┌──
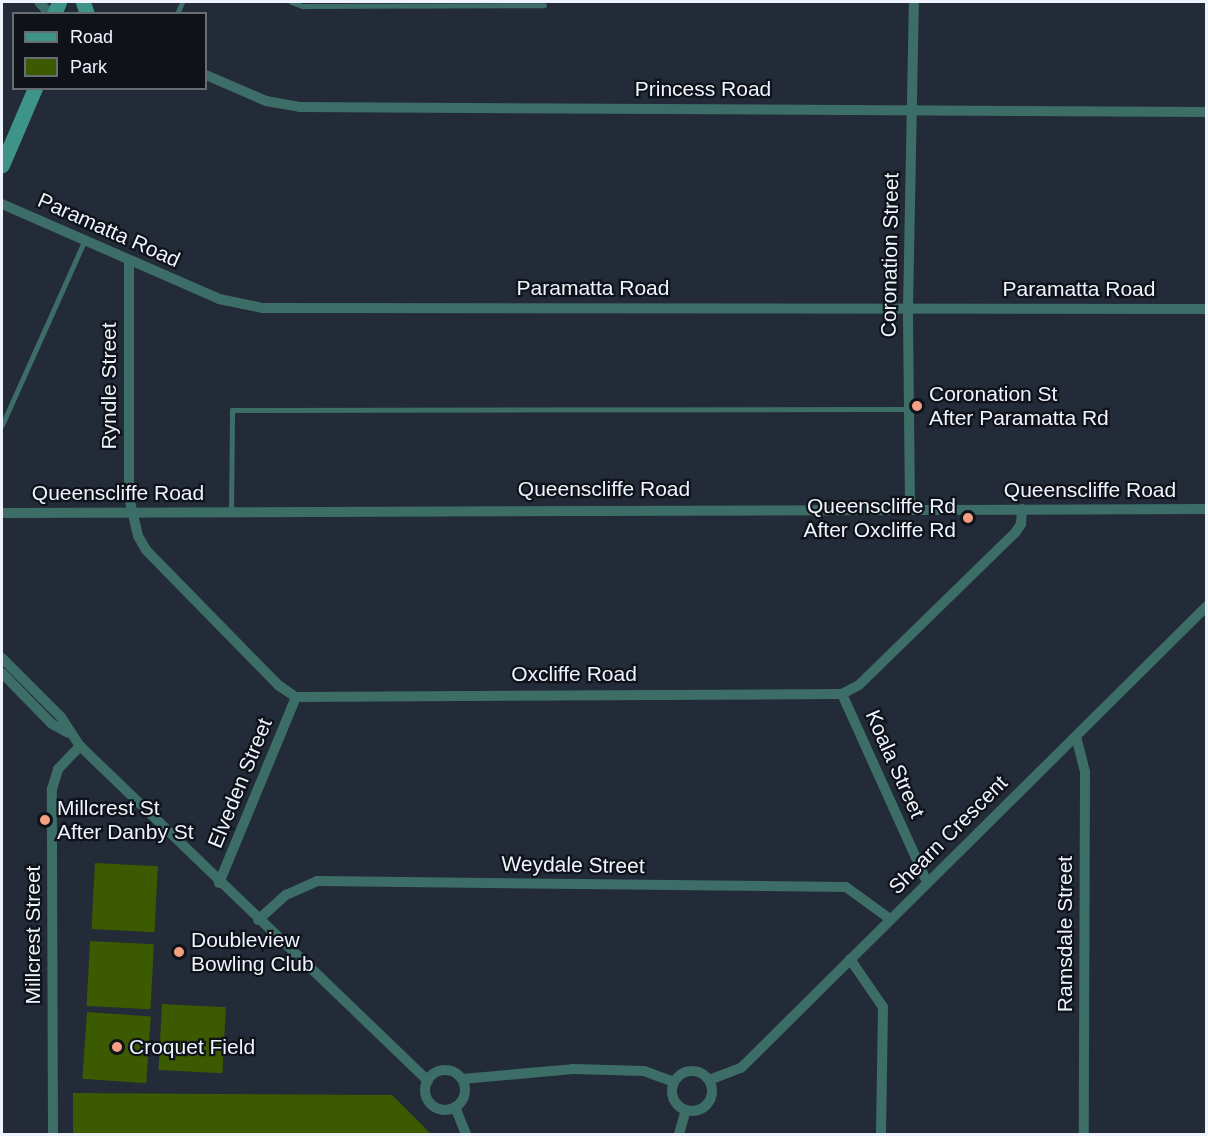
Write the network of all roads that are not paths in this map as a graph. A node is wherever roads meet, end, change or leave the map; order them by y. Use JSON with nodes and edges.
{"nodes":[{"id":1,"x":291,"y":2,"type":"edge"},
{"id":2,"x":914,"y":2,"type":"edge"},
{"id":3,"x":544,"y":5,"type":"dead end"},
{"id":4,"x":207,"y":75,"type":"edge"},
{"id":5,"x":34,"y":90,"type":"edge"},
{"id":6,"x":911,"y":110,"type":"junction"},
{"id":7,"x":1206,"y":112,"type":"edge"},
{"id":8,"x":2,"y":165,"type":"edge"},
{"id":9,"x":2,"y":204,"type":"edge"},
{"id":10,"x":84,"y":242,"type":"junction"},
{"id":11,"x":129,"y":261,"type":"junction"},
{"id":12,"x":908,"y":308,"type":"junction"},
{"id":13,"x":1206,"y":309,"type":"edge"},
{"id":14,"x":909,"y":409,"type":"junction"},
{"id":15,"x":2,"y":425,"type":"edge"},
{"id":16,"x":910,"y":508,"type":"junction"},
{"id":17,"x":1022,"y":509,"type":"junction"},
{"id":18,"x":1206,"y":509,"type":"edge"},
{"id":19,"x":130,"y":511,"type":"junction"},
{"id":20,"x":231,"y":512,"type":"junction"},
{"id":21,"x":2,"y":513,"type":"edge"},
{"id":22,"x":1206,"y":607,"type":"edge"},
{"id":23,"x":2,"y":658,"type":"edge"},
{"id":24,"x":2,"y":673,"type":"edge"},
{"id":25,"x":842,"y":694,"type":"junction"},
{"id":26,"x":296,"y":697,"type":"junction"},
{"id":27,"x":68,"y":733,"type":"junction"},
{"id":28,"x":1076,"y":736,"type":"junction"},
{"id":29,"x":80,"y":746,"type":"junction"},
{"id":30,"x":927,"y":882,"type":"junction"},
{"id":31,"x":219,"y":883,"type":"junction"},
{"id":32,"x":890,"y":919,"type":"junction"},
{"id":33,"x":258,"y":920,"type":"junction"},
{"id":34,"x":850,"y":959,"type":"junction"},
{"id":35,"x":462,"y":1079,"type":"junction"},
{"id":36,"x":709,"y":1080,"type":"junction"},
{"id":37,"x":428,"y":1081,"type":"junction"},
{"id":38,"x":674,"y":1082,"type":"junction"},
{"id":39,"x":455,"y":1107,"type":"junction"},
{"id":40,"x":686,"y":1110,"type":"junction"},
{"id":41,"x":53,"y":1134,"type":"edge"},
{"id":42,"x":466,"y":1134,"type":"edge"},
{"id":43,"x":678,"y":1134,"type":"edge"},
{"id":44,"x":881,"y":1134,"type":"edge"},
{"id":45,"x":1084,"y":1134,"type":"edge"}],
"edges":[{"from":1,"to":3,"type":"lane"},
{"from":2,"to":6,"type":"street","name":"Coronation Street"},
{"from":4,"to":6,"type":"street","name":"Princess Road"},
{"from":5,"to":8,"type":"main road"},
{"from":6,"to":7,"type":"street","name":"Princess Road"},
{"from":6,"to":12,"type":"street","name":"Coronation Street"},
{"from":9,"to":10,"type":"street","name":"Paramatta Road"},
{"from":10,"to":11,"type":"street","name":"Paramatta Road"},
{"from":10,"to":15,"type":"lane"},
{"from":11,"to":12,"type":"street","name":"Paramatta Road"},
{"from":11,"to":19,"type":"street","name":"Ryndle Street"},
{"from":12,"to":13,"type":"street","name":"Paramatta Road"},
{"from":12,"to":14,"type":"street","name":"Coronation Street"},
{"from":14,"to":16,"type":"street","name":"Coronation Street"},
{"from":14,"to":20,"type":"lane"},
{"from":16,"to":17,"type":"street","name":"Queenscliffe Road"},
{"from":16,"to":20,"type":"street","name":"Queenscliffe Road"},
{"from":17,"to":18,"type":"street","name":"Queenscliffe Road"},
{"from":17,"to":25,"type":"street"},
{"from":19,"to":20,"type":"street","name":"Queenscliffe Road"},
{"from":19,"to":21,"type":"street","name":"Queenscliffe Road"},
{"from":19,"to":26,"type":"street"},
{"from":22,"to":28,"type":"street","name":"Shearn Crescent"},
{"from":23,"to":27,"type":"street"},
{"from":24,"to":27,"type":"street"},
{"from":25,"to":26,"type":"street","name":"Oxcliffe Road"},
{"from":25,"to":30,"type":"street","name":"Koala Street"},
{"from":26,"to":31,"type":"street","name":"Elveden Street"},
{"from":27,"to":29,"type":"street"},
{"from":28,"to":30,"type":"street","name":"Shearn Crescent"},
{"from":28,"to":45,"type":"street","name":"Ramsdale Street"},
{"from":29,"to":31,"type":"street"},
{"from":29,"to":41,"type":"street","name":"Millcrest Street"},
{"from":30,"to":32,"type":"street","name":"Shearn Crescent"},
{"from":31,"to":33,"type":"street"},
{"from":32,"to":33,"type":"street","name":"Weydale Street"},
{"from":32,"to":34,"type":"street","name":"Shearn Crescent"},
{"from":33,"to":37,"type":"street"},
{"from":34,"to":36,"type":"street","name":"Shearn Crescent"},
{"from":34,"to":44,"type":"street"},
{"from":35,"to":37,"type":"street"},
{"from":35,"to":38,"type":"street"},
{"from":35,"to":39,"type":"street"},
{"from":36,"to":38,"type":"street"},
{"from":36,"to":40,"type":"street"},
{"from":37,"to":39,"type":"street"},
{"from":38,"to":40,"type":"street"},
{"from":39,"to":42,"type":"street"},
{"from":40,"to":43,"type":"street"}]}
└──
From the material above, copy everything exactly but the pictures.

Write the network of all roads that are not paths in this map as a graph. A node is wherever roads meet, end, change or leave the map; order them by y. Use JSON with nodes and edges.
{"nodes":[{"id":1,"x":291,"y":2,"type":"edge"},
{"id":2,"x":914,"y":2,"type":"edge"},
{"id":3,"x":544,"y":5,"type":"dead end"},
{"id":4,"x":207,"y":75,"type":"edge"},
{"id":5,"x":34,"y":90,"type":"edge"},
{"id":6,"x":911,"y":110,"type":"junction"},
{"id":7,"x":1206,"y":112,"type":"edge"},
{"id":8,"x":2,"y":165,"type":"edge"},
{"id":9,"x":2,"y":204,"type":"edge"},
{"id":10,"x":84,"y":242,"type":"junction"},
{"id":11,"x":129,"y":261,"type":"junction"},
{"id":12,"x":908,"y":308,"type":"junction"},
{"id":13,"x":1206,"y":309,"type":"edge"},
{"id":14,"x":909,"y":409,"type":"junction"},
{"id":15,"x":2,"y":425,"type":"edge"},
{"id":16,"x":910,"y":508,"type":"junction"},
{"id":17,"x":1022,"y":509,"type":"junction"},
{"id":18,"x":1206,"y":509,"type":"edge"},
{"id":19,"x":130,"y":511,"type":"junction"},
{"id":20,"x":231,"y":512,"type":"junction"},
{"id":21,"x":2,"y":513,"type":"edge"},
{"id":22,"x":1206,"y":607,"type":"edge"},
{"id":23,"x":2,"y":658,"type":"edge"},
{"id":24,"x":2,"y":673,"type":"edge"},
{"id":25,"x":842,"y":694,"type":"junction"},
{"id":26,"x":296,"y":697,"type":"junction"},
{"id":27,"x":68,"y":733,"type":"junction"},
{"id":28,"x":1076,"y":736,"type":"junction"},
{"id":29,"x":80,"y":746,"type":"junction"},
{"id":30,"x":927,"y":882,"type":"junction"},
{"id":31,"x":219,"y":883,"type":"junction"},
{"id":32,"x":890,"y":919,"type":"junction"},
{"id":33,"x":258,"y":920,"type":"junction"},
{"id":34,"x":850,"y":959,"type":"junction"},
{"id":35,"x":462,"y":1079,"type":"junction"},
{"id":36,"x":709,"y":1080,"type":"junction"},
{"id":37,"x":428,"y":1081,"type":"junction"},
{"id":38,"x":674,"y":1082,"type":"junction"},
{"id":39,"x":455,"y":1107,"type":"junction"},
{"id":40,"x":686,"y":1110,"type":"junction"},
{"id":41,"x":53,"y":1134,"type":"edge"},
{"id":42,"x":466,"y":1134,"type":"edge"},
{"id":43,"x":678,"y":1134,"type":"edge"},
{"id":44,"x":881,"y":1134,"type":"edge"},
{"id":45,"x":1084,"y":1134,"type":"edge"}],
"edges":[{"from":1,"to":3,"type":"lane"},
{"from":2,"to":6,"type":"street","name":"Coronation Street"},
{"from":4,"to":6,"type":"street","name":"Princess Road"},
{"from":5,"to":8,"type":"main road"},
{"from":6,"to":7,"type":"street","name":"Princess Road"},
{"from":6,"to":12,"type":"street","name":"Coronation Street"},
{"from":9,"to":10,"type":"street","name":"Paramatta Road"},
{"from":10,"to":11,"type":"street","name":"Paramatta Road"},
{"from":10,"to":15,"type":"lane"},
{"from":11,"to":12,"type":"street","name":"Paramatta Road"},
{"from":11,"to":19,"type":"street","name":"Ryndle Street"},
{"from":12,"to":13,"type":"street","name":"Paramatta Road"},
{"from":12,"to":14,"type":"street","name":"Coronation Street"},
{"from":14,"to":16,"type":"street","name":"Coronation Street"},
{"from":14,"to":20,"type":"lane"},
{"from":16,"to":17,"type":"street","name":"Queenscliffe Road"},
{"from":16,"to":20,"type":"street","name":"Queenscliffe Road"},
{"from":17,"to":18,"type":"street","name":"Queenscliffe Road"},
{"from":17,"to":25,"type":"street"},
{"from":19,"to":20,"type":"street","name":"Queenscliffe Road"},
{"from":19,"to":21,"type":"street","name":"Queenscliffe Road"},
{"from":19,"to":26,"type":"street"},
{"from":22,"to":28,"type":"street","name":"Shearn Crescent"},
{"from":23,"to":27,"type":"street"},
{"from":24,"to":27,"type":"street"},
{"from":25,"to":26,"type":"street","name":"Oxcliffe Road"},
{"from":25,"to":30,"type":"street","name":"Koala Street"},
{"from":26,"to":31,"type":"street","name":"Elveden Street"},
{"from":27,"to":29,"type":"street"},
{"from":28,"to":30,"type":"street","name":"Shearn Crescent"},
{"from":28,"to":45,"type":"street","name":"Ramsdale Street"},
{"from":29,"to":31,"type":"street"},
{"from":29,"to":41,"type":"street","name":"Millcrest Street"},
{"from":30,"to":32,"type":"street","name":"Shearn Crescent"},
{"from":31,"to":33,"type":"street"},
{"from":32,"to":33,"type":"street","name":"Weydale Street"},
{"from":32,"to":34,"type":"street","name":"Shearn Crescent"},
{"from":33,"to":37,"type":"street"},
{"from":34,"to":36,"type":"street","name":"Shearn Crescent"},
{"from":34,"to":44,"type":"street"},
{"from":35,"to":37,"type":"street"},
{"from":35,"to":38,"type":"street"},
{"from":35,"to":39,"type":"street"},
{"from":36,"to":38,"type":"street"},
{"from":36,"to":40,"type":"street"},
{"from":37,"to":39,"type":"street"},
{"from":38,"to":40,"type":"street"},
{"from":39,"to":42,"type":"street"},
{"from":40,"to":43,"type":"street"}]}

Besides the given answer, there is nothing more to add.